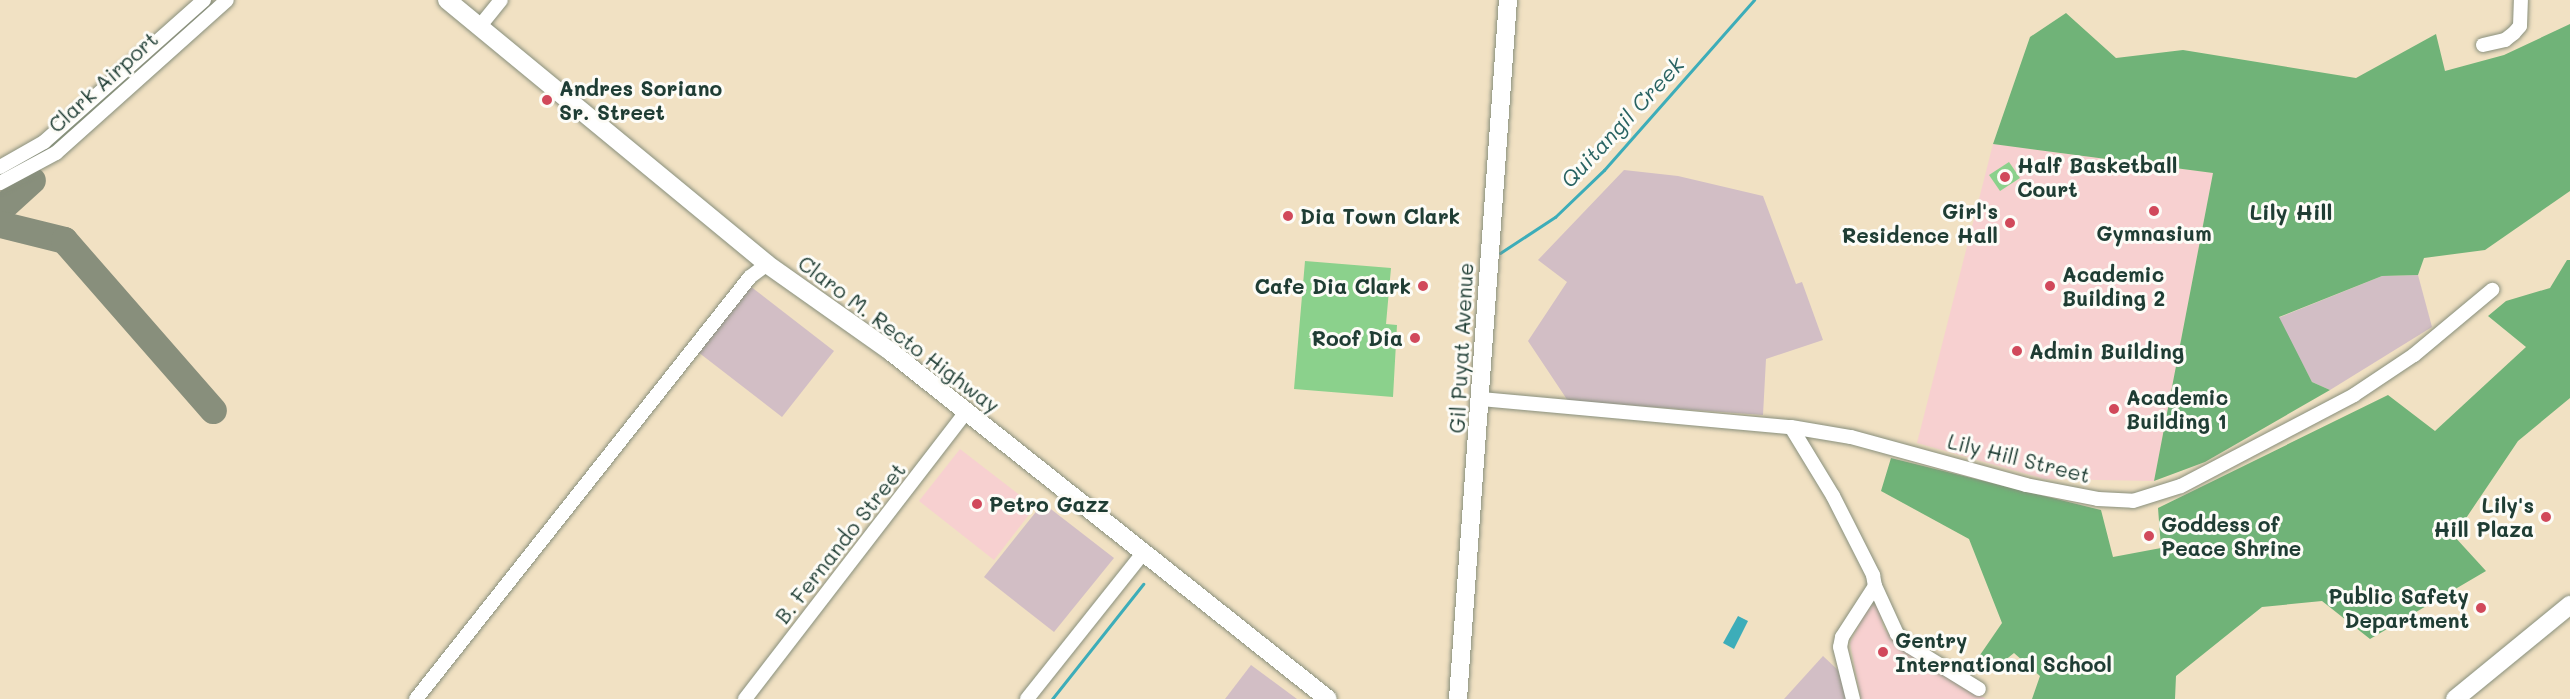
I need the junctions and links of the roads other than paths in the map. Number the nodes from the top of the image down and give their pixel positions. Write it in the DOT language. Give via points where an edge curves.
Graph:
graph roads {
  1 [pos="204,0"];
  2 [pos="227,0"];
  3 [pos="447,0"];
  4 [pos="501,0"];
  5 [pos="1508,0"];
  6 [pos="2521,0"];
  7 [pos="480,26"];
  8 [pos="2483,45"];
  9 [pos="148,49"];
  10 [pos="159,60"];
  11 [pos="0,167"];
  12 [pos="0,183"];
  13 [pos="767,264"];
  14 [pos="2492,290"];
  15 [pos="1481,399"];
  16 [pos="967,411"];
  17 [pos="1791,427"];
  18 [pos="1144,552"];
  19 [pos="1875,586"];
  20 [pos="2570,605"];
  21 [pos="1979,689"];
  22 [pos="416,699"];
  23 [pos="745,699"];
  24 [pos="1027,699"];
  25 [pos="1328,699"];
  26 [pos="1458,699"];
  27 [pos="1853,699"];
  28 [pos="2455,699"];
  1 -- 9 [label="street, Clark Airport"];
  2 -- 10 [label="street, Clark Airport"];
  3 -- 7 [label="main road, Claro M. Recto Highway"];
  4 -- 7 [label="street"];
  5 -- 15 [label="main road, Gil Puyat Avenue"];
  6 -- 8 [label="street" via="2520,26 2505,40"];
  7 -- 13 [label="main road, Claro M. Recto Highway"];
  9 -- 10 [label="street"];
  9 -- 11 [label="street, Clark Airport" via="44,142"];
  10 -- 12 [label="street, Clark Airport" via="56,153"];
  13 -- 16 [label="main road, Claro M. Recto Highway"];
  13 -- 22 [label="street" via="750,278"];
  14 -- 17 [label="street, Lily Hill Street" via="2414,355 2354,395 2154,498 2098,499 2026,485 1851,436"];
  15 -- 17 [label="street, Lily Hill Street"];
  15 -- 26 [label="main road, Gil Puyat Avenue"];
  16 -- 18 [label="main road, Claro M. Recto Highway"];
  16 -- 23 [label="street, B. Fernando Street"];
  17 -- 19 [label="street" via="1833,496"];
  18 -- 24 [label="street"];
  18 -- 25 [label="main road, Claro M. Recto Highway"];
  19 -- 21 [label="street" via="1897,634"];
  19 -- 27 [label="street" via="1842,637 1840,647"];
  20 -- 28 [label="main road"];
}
--*--
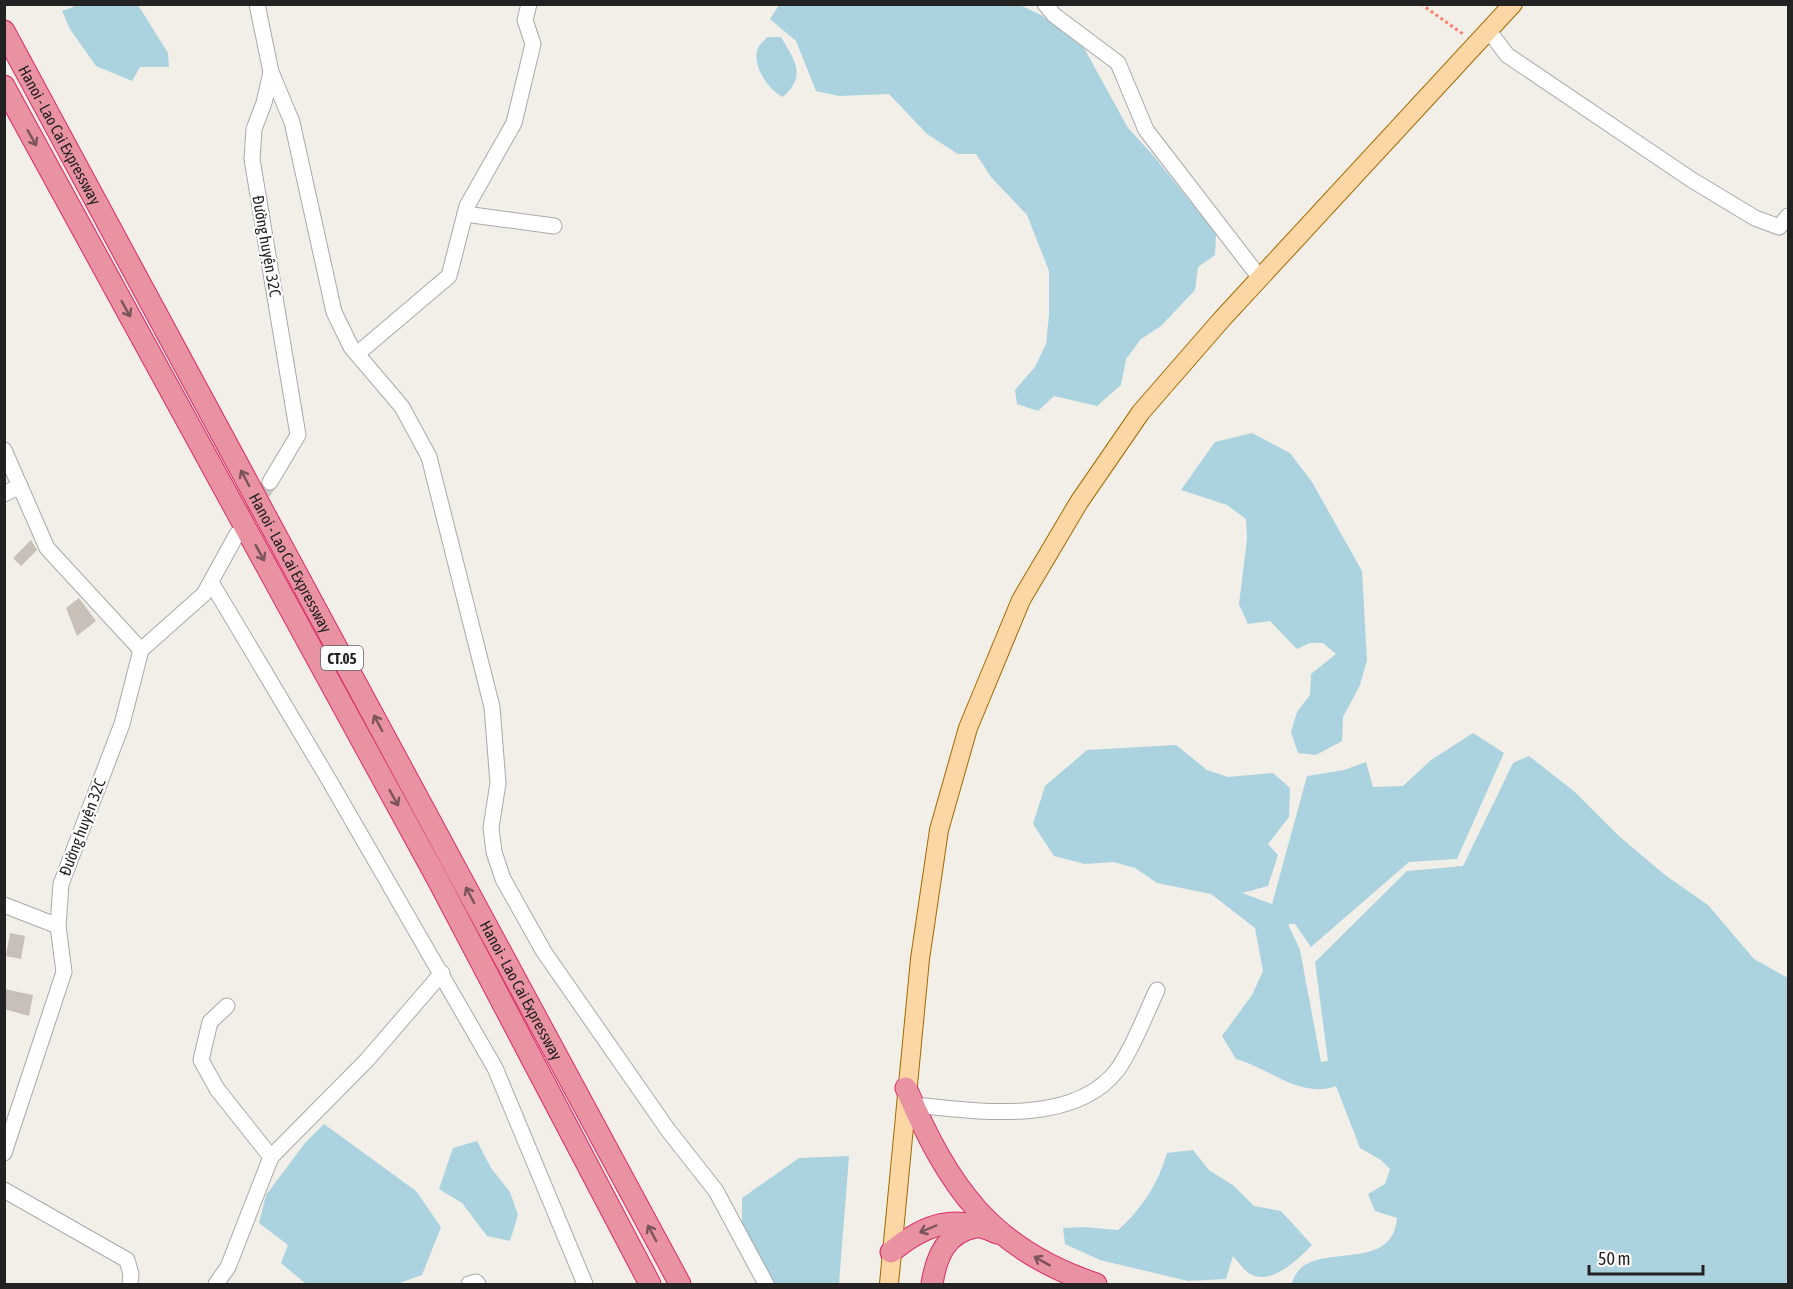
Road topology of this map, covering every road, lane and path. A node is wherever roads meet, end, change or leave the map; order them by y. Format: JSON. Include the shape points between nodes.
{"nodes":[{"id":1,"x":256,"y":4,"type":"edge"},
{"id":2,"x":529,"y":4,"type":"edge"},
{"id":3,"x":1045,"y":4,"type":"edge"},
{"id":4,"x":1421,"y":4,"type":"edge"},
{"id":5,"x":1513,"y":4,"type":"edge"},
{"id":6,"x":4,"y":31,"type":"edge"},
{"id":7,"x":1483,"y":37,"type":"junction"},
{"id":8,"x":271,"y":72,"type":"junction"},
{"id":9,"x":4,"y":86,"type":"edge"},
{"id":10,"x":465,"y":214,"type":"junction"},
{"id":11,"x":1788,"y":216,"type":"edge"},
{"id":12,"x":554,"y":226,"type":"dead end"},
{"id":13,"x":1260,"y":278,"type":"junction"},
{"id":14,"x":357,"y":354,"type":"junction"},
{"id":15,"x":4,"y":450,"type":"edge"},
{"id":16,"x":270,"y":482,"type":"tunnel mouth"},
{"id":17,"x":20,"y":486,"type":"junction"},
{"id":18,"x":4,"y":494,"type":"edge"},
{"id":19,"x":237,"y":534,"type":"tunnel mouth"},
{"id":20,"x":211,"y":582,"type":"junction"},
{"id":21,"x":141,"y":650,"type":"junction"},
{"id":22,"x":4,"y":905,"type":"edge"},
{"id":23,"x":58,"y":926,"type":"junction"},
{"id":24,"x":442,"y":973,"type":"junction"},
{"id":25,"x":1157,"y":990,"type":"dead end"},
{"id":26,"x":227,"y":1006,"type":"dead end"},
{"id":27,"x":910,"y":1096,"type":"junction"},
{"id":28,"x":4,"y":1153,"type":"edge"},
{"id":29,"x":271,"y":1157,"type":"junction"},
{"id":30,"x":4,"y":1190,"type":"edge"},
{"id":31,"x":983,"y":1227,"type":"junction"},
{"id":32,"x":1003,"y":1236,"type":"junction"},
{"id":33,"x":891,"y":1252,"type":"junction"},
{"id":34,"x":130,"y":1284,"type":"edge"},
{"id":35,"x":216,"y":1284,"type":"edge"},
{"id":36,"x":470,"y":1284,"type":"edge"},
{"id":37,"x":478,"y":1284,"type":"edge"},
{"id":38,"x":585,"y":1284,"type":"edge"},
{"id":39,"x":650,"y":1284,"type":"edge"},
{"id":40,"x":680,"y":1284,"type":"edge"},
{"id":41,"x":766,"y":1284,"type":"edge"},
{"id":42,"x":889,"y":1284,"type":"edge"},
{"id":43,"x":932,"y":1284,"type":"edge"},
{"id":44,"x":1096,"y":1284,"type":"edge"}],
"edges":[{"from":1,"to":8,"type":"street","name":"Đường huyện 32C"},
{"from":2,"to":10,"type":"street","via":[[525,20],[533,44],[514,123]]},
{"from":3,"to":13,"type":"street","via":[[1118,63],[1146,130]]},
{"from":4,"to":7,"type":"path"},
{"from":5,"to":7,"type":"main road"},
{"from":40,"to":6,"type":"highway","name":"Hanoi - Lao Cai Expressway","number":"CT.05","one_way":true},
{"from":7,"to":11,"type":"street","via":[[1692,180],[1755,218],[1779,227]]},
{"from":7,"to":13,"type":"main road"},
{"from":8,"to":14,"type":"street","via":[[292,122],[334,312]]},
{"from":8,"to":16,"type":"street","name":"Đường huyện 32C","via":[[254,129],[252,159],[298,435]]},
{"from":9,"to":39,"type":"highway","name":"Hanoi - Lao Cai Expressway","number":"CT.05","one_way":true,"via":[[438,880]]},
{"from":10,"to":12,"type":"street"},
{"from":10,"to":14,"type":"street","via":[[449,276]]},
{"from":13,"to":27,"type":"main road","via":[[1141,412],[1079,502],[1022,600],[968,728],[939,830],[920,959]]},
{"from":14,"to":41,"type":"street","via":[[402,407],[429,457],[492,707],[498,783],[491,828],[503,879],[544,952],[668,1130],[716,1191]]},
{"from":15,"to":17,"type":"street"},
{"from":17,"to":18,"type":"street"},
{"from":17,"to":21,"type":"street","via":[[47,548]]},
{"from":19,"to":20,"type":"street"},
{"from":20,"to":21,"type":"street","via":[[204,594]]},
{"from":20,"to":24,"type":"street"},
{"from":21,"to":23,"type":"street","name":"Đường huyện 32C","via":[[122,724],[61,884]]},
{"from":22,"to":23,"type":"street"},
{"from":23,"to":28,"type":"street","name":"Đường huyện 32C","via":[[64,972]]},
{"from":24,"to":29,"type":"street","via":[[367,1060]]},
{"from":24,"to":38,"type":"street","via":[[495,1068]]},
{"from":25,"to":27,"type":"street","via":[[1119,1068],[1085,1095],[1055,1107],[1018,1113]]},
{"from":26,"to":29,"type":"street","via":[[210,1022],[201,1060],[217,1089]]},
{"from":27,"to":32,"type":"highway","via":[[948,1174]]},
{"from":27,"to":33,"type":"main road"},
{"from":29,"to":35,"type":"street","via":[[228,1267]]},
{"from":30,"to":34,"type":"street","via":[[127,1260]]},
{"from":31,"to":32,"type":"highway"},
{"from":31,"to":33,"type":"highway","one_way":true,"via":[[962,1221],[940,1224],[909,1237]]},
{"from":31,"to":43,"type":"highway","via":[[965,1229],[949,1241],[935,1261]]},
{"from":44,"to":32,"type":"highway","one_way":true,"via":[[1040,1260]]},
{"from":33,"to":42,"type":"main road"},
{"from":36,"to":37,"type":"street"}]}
--*--
- _TASK REQUIREMENTS_
From the entries, copy out each line containing the word "Airport".

- _RESPONSE_
  1 -- 9 [label="street, Clark Airport"];
  2 -- 10 [label="street, Clark Airport"];
  9 -- 11 [label="street, Clark Airport" via="44,142"];
  10 -- 12 [label="street, Clark Airport" via="56,153"];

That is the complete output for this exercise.